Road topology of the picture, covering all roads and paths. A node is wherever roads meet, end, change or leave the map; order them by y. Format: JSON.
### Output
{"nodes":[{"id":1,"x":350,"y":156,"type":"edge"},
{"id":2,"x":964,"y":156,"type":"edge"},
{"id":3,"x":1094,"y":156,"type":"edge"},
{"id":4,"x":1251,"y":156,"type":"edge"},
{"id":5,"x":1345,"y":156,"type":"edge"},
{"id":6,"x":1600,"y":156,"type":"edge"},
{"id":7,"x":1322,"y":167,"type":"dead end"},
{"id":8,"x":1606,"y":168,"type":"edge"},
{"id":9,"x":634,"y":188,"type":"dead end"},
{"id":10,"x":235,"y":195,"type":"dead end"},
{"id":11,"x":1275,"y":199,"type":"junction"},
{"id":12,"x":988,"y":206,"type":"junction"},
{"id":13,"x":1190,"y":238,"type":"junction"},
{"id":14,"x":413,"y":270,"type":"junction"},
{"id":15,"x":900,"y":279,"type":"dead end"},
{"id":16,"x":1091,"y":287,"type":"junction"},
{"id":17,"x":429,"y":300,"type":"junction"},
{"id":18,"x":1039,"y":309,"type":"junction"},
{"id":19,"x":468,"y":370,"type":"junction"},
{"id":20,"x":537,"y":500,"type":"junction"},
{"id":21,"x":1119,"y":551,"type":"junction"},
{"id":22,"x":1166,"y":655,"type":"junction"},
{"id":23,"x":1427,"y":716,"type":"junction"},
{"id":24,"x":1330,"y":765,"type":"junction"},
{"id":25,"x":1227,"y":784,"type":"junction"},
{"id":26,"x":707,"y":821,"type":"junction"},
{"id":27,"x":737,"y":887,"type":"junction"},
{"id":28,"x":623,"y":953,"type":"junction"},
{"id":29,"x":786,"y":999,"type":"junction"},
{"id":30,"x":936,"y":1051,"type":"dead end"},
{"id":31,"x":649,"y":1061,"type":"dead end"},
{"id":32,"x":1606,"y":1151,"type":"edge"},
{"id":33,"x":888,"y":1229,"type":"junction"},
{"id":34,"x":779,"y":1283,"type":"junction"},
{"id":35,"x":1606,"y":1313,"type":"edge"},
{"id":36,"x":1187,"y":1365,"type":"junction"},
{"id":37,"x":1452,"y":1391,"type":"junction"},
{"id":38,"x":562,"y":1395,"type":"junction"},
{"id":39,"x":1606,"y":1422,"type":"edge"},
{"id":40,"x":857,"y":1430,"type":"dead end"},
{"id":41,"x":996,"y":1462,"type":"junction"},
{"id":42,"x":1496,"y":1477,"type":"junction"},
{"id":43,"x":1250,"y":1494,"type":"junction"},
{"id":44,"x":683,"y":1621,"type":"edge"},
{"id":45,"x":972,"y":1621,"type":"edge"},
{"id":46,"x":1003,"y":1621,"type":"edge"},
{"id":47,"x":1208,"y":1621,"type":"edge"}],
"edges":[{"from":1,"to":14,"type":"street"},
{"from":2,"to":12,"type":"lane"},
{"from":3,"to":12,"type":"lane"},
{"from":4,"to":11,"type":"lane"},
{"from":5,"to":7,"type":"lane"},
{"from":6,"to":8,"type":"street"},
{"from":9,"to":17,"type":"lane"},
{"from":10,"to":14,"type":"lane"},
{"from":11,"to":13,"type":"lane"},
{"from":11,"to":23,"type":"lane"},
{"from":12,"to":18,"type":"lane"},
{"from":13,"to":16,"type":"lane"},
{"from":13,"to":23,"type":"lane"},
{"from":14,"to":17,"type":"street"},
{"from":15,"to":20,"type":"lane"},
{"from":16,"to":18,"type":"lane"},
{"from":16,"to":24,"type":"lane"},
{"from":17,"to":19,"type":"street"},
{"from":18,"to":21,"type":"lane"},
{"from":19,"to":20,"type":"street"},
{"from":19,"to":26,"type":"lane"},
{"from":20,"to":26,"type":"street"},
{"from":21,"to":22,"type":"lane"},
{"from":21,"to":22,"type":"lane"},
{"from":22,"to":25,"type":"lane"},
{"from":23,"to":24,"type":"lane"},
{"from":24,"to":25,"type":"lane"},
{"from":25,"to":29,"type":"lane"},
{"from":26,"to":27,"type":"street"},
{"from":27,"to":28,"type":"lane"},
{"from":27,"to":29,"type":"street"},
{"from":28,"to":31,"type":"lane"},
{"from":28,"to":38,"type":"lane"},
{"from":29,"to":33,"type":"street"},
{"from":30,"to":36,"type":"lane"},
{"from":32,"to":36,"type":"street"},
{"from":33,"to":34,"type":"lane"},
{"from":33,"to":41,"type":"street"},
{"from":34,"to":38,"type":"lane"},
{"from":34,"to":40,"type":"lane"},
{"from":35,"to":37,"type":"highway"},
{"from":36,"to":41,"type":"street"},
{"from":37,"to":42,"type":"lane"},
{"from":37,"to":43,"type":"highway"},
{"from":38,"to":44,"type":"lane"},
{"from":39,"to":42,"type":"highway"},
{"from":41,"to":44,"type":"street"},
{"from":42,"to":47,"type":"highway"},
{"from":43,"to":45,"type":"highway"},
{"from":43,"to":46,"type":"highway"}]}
# # # # #
■ **Task description**
Look through the entries above and work out how many lines contain the string "highway". Give that number alone.

■ **Response to the exercise**
6